Test-Driven Prompt Development

The Problem

Most prompt changes are evaluated manually: someone runs the prompt, reads the output, and decides if it looks good. This is:

Unreproducible — different testers, different judgments
Slow — manual review bottlenecks iteration
Lossy — no record of what was tested and why it passed

The Solution: Prompt Test Cases

A prompt-test minion defines:

Input variables — the values to inject into the prompt
Expected criteria — natural language description of what good output looks like
Scoring dimensions — the axes along which to evaluate (e.g., relevance, clarity, accuracy)

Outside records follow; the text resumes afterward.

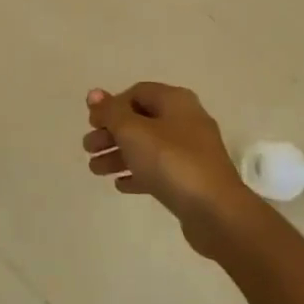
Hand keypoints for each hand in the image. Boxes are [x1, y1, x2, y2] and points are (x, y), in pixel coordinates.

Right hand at [83, 83, 257, 262]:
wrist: (215, 210)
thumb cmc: (171, 162)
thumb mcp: (133, 132)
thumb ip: (111, 112)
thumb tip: (94, 94)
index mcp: (175, 101)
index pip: (137, 93)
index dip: (112, 106)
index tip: (92, 124)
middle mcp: (186, 120)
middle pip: (140, 120)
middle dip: (111, 133)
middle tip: (88, 149)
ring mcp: (191, 151)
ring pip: (147, 147)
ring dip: (119, 155)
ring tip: (95, 171)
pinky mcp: (191, 179)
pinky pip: (159, 170)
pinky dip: (138, 173)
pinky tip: (120, 185)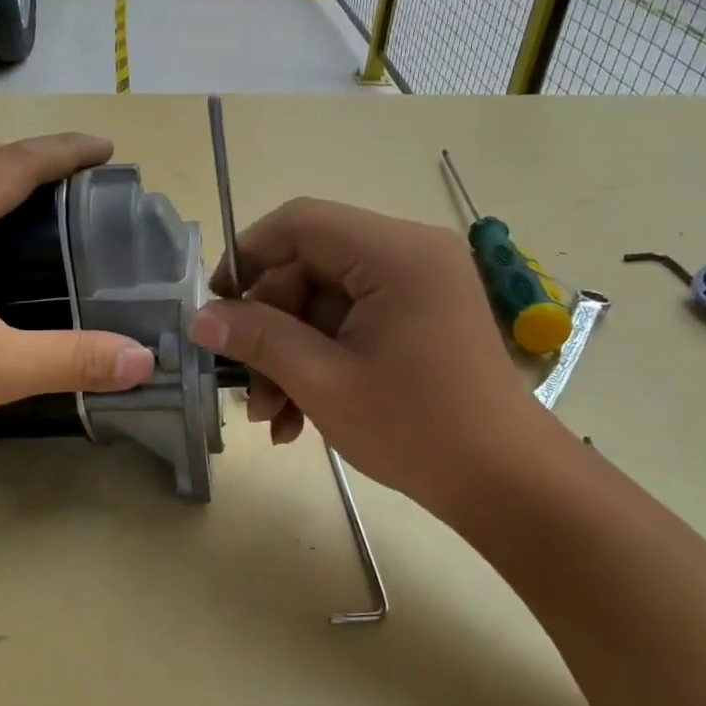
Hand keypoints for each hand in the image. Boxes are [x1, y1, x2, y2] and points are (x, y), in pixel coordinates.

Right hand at [185, 198, 548, 520]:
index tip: (215, 308)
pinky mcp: (417, 319)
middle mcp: (409, 255)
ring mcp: (416, 288)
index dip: (247, 258)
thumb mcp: (324, 382)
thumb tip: (200, 317)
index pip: (300, 224)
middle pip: (309, 269)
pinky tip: (297, 418)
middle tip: (247, 391)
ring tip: (270, 417)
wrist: (505, 482)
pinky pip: (350, 326)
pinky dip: (319, 363)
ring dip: (289, 356)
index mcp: (395, 253)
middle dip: (270, 330)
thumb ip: (259, 339)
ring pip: (323, 305)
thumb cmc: (416, 428)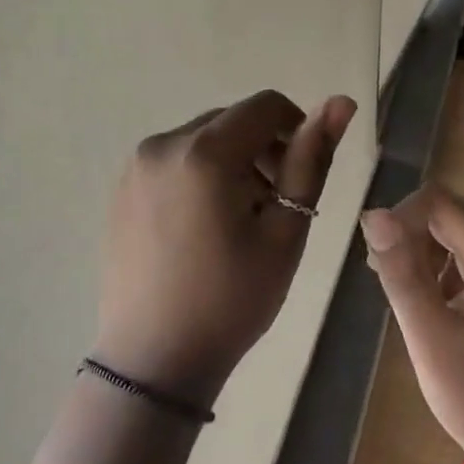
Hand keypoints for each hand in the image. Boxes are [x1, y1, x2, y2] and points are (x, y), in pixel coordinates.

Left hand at [98, 90, 356, 404]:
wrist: (153, 362)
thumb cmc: (231, 299)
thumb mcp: (285, 231)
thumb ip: (311, 160)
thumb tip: (341, 102)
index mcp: (204, 152)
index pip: (266, 106)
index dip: (297, 130)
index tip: (301, 176)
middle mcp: (163, 144)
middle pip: (233, 120)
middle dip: (264, 148)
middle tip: (275, 206)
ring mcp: (136, 166)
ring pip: (204, 139)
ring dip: (234, 161)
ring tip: (241, 220)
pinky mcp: (123, 188)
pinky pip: (176, 159)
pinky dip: (202, 174)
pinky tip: (205, 226)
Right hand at [361, 185, 463, 463]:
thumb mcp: (430, 339)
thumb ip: (402, 273)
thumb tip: (373, 216)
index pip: (439, 203)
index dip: (400, 218)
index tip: (377, 257)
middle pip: (451, 210)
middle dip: (411, 234)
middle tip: (384, 276)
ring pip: (458, 226)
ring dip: (424, 248)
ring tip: (403, 290)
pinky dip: (443, 262)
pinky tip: (429, 296)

import { createMinion } from 'minions-sdk';
import { promptTestType } from 'minions-prompts';

const { minion: test } = createMinion(
  {
    title: 'Tech audience test',
    fields: {
      inputVariables: {
        topic: 'transformer architecture',
        audience: 'software engineers',
      },
      expectedCriteria: 'Should explain attention mechanism clearly without oversimplifying.',
      scoringDimensions: ['relevance', 'clarity', 'accuracy'],
    },
  },
  promptTestType,
);
await storage.saveMinion(test);

from minions import create_minion
from minions_prompts import prompt_test_type

test, _ = create_minion(
    {
        "title": "Tech audience test",
        "fields": {
            "inputVariables": {
                "topic": "transformer architecture",
                "audience": "software engineers",
            },
            "expectedCriteria": "Should explain attention mechanism clearly without oversimplifying.",
            "scoringDimensions": ["relevance", "clarity", "accuracy"],
        },
    },
    prompt_test_type,
)
storage.save_minion(test)

Running a Test

TypeScript
Python

import { PromptScorer } from 'minions-prompts';

const scorer = new PromptScorer(storage);

const result = await scorer.runTest(promptId, test.id, {
  scores: { relevance: 88, clarity: 82, accuracy: 90 },
  passed: true,
});

console.log('Passed:', result.passed);
console.log('Scores:', result.scores);

from minions_prompts import PromptScorer

scorer = PromptScorer(storage)

result = scorer.run_test(
    prompt_id,
    test.id,
    scores={"relevance": 88, "clarity": 82, "accuracy": 90},
    passed=True,
)

print("Passed:", result.passed)
print("Scores:", result.scores)